WHAT IS EXPECTED: Find every line in the records below that contains "points", and copy it.

....

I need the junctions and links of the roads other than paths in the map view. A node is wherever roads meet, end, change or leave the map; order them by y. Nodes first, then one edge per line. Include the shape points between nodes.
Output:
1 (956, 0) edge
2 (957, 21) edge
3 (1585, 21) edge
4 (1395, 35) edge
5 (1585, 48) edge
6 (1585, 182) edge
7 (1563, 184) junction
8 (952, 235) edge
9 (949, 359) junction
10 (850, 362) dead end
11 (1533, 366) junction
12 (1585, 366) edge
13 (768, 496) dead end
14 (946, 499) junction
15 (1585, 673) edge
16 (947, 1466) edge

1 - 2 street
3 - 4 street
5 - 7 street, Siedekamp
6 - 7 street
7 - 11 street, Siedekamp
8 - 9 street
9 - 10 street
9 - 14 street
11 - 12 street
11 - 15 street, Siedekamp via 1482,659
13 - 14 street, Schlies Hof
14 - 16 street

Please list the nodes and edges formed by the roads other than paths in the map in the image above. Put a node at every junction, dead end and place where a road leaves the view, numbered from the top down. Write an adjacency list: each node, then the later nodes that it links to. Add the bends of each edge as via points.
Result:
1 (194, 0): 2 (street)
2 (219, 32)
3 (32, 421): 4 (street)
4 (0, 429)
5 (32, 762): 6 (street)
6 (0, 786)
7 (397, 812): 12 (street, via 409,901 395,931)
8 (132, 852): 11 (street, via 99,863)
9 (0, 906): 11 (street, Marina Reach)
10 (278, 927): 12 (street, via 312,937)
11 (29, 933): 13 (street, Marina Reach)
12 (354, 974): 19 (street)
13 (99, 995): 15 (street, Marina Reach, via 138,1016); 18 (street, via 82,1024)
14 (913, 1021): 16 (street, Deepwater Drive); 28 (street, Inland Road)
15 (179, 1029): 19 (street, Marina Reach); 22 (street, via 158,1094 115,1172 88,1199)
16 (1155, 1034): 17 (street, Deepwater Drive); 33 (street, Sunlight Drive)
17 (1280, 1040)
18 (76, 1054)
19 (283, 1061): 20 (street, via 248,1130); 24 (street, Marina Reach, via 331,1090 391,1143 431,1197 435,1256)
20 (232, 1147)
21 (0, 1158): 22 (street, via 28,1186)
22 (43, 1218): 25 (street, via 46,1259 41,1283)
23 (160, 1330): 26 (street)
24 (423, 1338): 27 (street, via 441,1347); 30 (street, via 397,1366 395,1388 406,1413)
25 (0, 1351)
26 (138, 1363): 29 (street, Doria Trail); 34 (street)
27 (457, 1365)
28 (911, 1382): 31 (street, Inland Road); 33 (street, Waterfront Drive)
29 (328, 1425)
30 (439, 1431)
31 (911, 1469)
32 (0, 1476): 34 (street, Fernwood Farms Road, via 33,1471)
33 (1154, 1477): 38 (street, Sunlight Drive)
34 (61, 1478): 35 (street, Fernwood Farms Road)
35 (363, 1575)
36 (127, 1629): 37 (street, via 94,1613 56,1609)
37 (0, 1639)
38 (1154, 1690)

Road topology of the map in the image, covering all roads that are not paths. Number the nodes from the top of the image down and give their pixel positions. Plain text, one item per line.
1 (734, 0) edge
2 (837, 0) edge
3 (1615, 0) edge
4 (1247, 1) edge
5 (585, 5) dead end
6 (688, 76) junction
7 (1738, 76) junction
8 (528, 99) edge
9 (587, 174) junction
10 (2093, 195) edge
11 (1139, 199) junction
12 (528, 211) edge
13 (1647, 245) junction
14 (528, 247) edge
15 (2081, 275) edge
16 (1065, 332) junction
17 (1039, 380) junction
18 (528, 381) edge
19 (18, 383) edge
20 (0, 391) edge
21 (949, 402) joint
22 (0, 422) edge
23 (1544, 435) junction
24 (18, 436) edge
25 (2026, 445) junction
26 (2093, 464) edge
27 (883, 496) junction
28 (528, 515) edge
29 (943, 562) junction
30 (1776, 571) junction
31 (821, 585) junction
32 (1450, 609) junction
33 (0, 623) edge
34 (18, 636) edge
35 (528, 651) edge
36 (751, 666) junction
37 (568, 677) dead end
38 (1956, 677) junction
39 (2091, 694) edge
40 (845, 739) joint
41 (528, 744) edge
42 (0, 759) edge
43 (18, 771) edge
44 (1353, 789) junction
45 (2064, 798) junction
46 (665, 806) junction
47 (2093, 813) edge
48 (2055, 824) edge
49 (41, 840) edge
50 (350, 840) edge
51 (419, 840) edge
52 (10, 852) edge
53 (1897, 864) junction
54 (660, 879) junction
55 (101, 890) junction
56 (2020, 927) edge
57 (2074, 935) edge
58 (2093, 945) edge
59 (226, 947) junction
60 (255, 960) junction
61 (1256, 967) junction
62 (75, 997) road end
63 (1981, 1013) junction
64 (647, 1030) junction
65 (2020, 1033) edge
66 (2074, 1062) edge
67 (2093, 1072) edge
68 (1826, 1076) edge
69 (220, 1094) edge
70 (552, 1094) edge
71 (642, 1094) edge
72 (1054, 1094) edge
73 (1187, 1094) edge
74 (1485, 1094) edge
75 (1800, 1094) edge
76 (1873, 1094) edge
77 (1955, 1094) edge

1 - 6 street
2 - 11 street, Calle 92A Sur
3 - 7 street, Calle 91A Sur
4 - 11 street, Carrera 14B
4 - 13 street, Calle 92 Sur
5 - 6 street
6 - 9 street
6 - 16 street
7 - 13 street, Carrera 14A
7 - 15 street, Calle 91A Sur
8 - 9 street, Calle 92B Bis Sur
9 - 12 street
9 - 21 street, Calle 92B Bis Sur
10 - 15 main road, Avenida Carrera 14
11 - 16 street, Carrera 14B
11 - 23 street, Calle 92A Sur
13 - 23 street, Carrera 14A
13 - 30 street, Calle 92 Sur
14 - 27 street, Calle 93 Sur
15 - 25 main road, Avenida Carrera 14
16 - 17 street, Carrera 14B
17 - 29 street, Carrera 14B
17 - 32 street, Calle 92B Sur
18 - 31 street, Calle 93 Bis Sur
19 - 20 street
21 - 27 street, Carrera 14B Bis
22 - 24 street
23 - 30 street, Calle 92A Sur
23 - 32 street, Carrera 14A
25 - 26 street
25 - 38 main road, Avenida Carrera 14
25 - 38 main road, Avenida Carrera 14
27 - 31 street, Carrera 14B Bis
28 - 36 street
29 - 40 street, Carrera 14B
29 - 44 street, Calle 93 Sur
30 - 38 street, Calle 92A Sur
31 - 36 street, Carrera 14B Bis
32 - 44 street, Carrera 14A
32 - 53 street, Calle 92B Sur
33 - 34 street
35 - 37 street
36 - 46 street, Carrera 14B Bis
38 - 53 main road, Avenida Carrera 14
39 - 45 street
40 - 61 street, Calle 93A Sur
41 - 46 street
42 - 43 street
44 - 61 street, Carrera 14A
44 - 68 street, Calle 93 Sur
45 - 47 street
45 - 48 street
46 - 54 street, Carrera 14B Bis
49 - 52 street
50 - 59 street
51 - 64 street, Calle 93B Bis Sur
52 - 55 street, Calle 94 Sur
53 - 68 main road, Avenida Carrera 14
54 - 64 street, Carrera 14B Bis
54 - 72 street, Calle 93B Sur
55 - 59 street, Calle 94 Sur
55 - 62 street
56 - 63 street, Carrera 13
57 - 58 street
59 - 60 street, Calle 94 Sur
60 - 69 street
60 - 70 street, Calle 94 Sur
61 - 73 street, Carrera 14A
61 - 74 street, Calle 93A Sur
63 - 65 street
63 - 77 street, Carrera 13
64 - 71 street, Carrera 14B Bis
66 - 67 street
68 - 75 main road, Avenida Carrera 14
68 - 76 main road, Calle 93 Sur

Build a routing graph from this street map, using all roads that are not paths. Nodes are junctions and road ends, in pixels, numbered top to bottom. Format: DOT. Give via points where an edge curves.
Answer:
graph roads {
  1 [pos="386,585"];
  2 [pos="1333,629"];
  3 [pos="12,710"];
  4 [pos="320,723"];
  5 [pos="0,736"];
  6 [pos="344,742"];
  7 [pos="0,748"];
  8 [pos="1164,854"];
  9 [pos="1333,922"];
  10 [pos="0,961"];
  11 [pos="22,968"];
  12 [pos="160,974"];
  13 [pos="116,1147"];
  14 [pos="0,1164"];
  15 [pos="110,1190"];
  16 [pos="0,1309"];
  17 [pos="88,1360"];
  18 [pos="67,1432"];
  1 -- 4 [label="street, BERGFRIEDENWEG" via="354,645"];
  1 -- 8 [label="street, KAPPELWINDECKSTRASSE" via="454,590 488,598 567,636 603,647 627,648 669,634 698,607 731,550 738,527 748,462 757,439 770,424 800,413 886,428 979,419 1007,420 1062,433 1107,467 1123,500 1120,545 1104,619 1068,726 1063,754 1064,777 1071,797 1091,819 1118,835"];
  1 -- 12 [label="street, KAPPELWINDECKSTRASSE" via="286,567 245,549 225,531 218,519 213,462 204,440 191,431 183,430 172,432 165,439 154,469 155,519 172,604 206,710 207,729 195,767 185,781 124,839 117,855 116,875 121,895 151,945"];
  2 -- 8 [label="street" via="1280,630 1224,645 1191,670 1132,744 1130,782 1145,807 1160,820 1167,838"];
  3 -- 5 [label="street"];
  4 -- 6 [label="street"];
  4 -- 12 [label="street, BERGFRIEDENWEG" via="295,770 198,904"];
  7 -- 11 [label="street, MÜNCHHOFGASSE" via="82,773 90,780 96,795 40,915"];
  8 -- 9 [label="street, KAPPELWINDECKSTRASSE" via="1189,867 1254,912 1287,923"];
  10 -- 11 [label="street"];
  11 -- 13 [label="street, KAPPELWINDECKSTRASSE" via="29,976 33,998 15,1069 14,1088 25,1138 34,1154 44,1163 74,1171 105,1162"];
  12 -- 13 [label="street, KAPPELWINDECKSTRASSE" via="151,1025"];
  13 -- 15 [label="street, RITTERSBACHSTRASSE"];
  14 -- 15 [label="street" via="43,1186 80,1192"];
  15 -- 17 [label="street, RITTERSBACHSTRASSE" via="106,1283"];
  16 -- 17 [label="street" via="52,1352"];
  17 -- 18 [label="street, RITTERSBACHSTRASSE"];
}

....

RESULT OF THIS TASK:
I need the junctions and links of the roads other than paths in the map view. A node is wherever roads meet, end, change or leave the map; order them by y. Nodes first, then one edge per line. Include the shape points between nodes.
Please list the nodes and edges formed by the roads other than paths in the map in the image above. Put a node at every junction, dead end and place where a road leaves the view, numbered from the top down. Write an adjacency list: each node, then the later nodes that it links to. Add the bends of each edge as via points.
Build a routing graph from this street map, using all roads that are not paths. Nodes are junctions and road ends, in pixels, numbered top to bottom. Format: DOT. Give via points where an edge curves.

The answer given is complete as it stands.